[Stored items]

────────

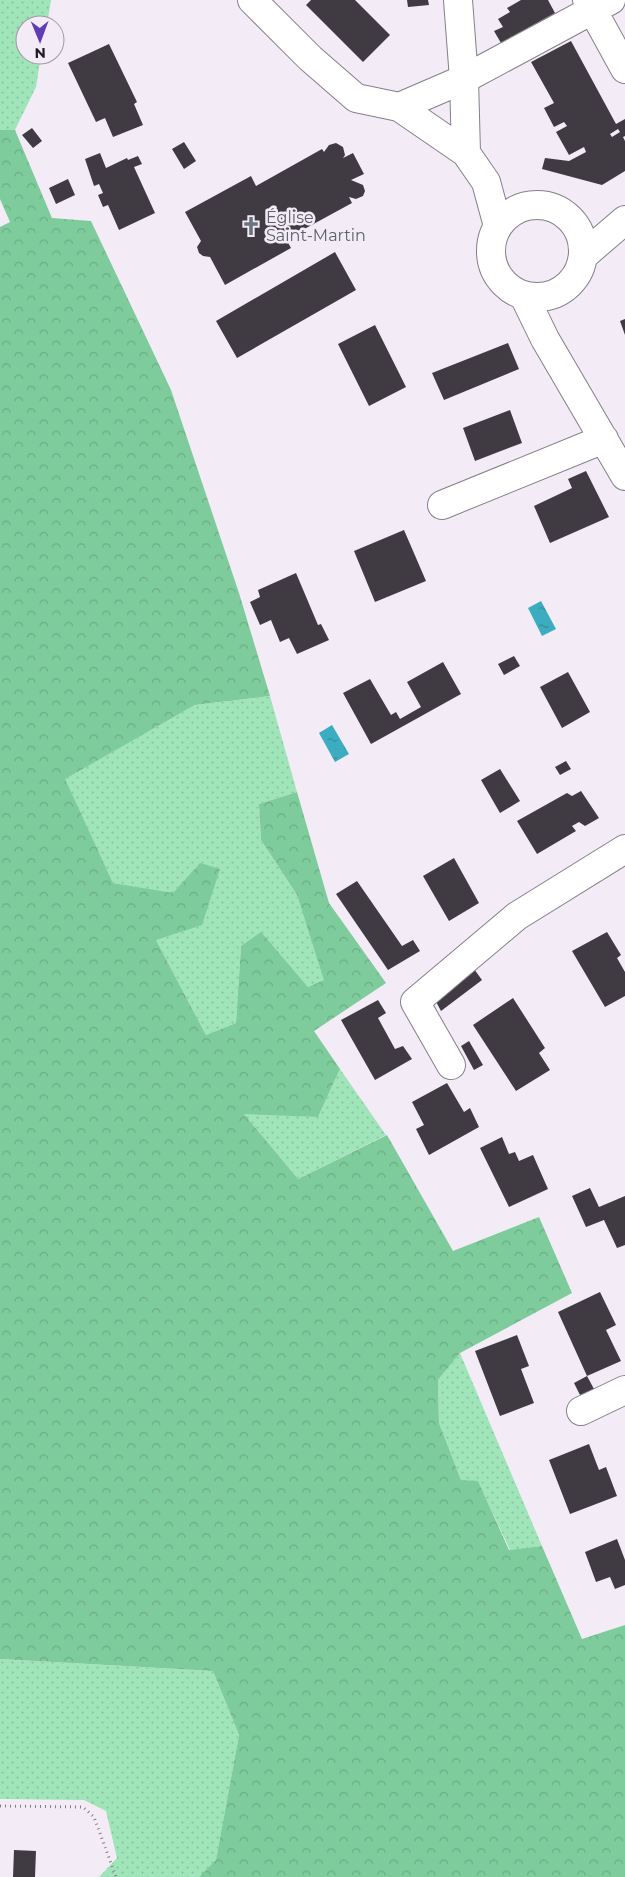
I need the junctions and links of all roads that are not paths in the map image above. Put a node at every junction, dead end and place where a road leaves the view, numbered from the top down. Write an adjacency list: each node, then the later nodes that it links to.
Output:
1 (252, 0): 6 (street)
2 (458, 0): 5 (street)
3 (597, 3): 4 (street); 5 (street)
4 (625, 69)
5 (464, 79): 6 (street); 7 (street)
6 (399, 107): 7 (street)
7 (466, 153): 8 (street)
8 (486, 182): 9 (street); 12 (street)
9 (526, 204): 10 (street); 12 (street)
10 (573, 220): 11 (street); 13 (street)
11 (624, 221): 13 (street)
12 (498, 226): 15 (street)
13 (583, 256): 14 (street)
14 (554, 295): 15 (street); 16 (street)
15 (524, 296): 16 (street)
16 (545, 339): 17 (street)
17 (604, 439): 18 (street); 19 (street)
18 (625, 476)
19 (442, 505)
20 (625, 849): 21 (street)
21 (450, 1066)
22 (625, 1390): 23 (street)
23 (581, 1411)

────────

## What needs to be done
Nothing but an exact copy of the data above, minus its pictures, should appear in the response.

## Result of the task
I need the junctions and links of all roads that are not paths in the map image above. Put a node at every junction, dead end and place where a road leaves the view, numbered from the top down. Write an adjacency list: each node, then the later nodes that it links to.
Output:
1 (252, 0): 6 (street)
2 (458, 0): 5 (street)
3 (597, 3): 4 (street); 5 (street)
4 (625, 69)
5 (464, 79): 6 (street); 7 (street)
6 (399, 107): 7 (street)
7 (466, 153): 8 (street)
8 (486, 182): 9 (street); 12 (street)
9 (526, 204): 10 (street); 12 (street)
10 (573, 220): 11 (street); 13 (street)
11 (624, 221): 13 (street)
12 (498, 226): 15 (street)
13 (583, 256): 14 (street)
14 (554, 295): 15 (street); 16 (street)
15 (524, 296): 16 (street)
16 (545, 339): 17 (street)
17 (604, 439): 18 (street); 19 (street)
18 (625, 476)
19 (442, 505)
20 (625, 849): 21 (street)
21 (450, 1066)
22 (625, 1390): 23 (street)
23 (581, 1411)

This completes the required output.